Items from a data source
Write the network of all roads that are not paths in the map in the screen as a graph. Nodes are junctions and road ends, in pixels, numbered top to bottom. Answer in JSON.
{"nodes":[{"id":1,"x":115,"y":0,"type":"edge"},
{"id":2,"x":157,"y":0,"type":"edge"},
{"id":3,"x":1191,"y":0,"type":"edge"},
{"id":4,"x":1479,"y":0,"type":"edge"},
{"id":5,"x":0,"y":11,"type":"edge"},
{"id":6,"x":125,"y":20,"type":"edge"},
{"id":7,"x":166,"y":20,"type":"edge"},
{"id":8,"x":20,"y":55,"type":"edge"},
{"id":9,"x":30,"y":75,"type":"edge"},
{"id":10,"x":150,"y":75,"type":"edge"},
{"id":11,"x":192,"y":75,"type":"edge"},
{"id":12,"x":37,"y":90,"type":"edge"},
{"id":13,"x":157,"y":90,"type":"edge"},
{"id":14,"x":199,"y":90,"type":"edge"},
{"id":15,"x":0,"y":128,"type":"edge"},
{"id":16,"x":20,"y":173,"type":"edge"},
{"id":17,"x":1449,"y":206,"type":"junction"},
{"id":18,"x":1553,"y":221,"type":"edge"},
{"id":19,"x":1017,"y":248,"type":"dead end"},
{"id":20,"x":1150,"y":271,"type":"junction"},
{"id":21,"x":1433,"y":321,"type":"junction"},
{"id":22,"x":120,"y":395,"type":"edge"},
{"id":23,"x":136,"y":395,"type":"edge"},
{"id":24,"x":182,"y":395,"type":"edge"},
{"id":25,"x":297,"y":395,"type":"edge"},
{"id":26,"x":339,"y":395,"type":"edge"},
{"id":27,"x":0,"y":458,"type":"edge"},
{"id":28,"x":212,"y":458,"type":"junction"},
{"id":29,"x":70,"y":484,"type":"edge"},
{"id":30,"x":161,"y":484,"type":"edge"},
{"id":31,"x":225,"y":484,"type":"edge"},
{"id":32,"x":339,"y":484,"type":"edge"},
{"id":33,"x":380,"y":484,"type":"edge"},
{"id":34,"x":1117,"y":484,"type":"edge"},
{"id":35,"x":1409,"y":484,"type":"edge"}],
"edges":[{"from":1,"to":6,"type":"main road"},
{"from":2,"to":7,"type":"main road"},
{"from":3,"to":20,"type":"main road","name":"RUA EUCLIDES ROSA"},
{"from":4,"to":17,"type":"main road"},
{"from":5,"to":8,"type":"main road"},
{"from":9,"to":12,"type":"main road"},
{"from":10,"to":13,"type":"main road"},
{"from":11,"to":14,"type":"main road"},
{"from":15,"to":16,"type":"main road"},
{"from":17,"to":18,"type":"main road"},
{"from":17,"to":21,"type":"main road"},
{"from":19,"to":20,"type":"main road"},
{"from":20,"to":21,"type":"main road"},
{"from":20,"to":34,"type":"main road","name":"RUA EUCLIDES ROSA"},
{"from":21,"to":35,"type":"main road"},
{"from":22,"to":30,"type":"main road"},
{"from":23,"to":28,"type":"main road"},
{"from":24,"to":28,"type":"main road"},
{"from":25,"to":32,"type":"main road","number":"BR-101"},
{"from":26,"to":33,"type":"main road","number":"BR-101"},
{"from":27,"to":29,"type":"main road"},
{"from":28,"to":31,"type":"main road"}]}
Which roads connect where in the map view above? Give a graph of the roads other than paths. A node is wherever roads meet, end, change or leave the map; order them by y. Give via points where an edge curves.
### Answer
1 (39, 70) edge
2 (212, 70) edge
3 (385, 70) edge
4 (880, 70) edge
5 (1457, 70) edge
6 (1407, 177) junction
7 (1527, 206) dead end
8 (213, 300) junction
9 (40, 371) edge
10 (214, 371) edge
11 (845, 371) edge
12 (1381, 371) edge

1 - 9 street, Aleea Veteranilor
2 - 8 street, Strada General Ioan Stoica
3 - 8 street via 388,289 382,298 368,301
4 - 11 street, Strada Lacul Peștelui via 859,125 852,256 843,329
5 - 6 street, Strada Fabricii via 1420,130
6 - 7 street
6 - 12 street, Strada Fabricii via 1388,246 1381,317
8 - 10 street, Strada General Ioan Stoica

> _Exercise objective_
Show all lines from the records above where the word "Answer" occurs.

> _Problem solution_
Write the network of all roads that are not paths in the map in the screen as a graph. Nodes are junctions and road ends, in pixels, numbered top to bottom. Answer in JSON.
### Answer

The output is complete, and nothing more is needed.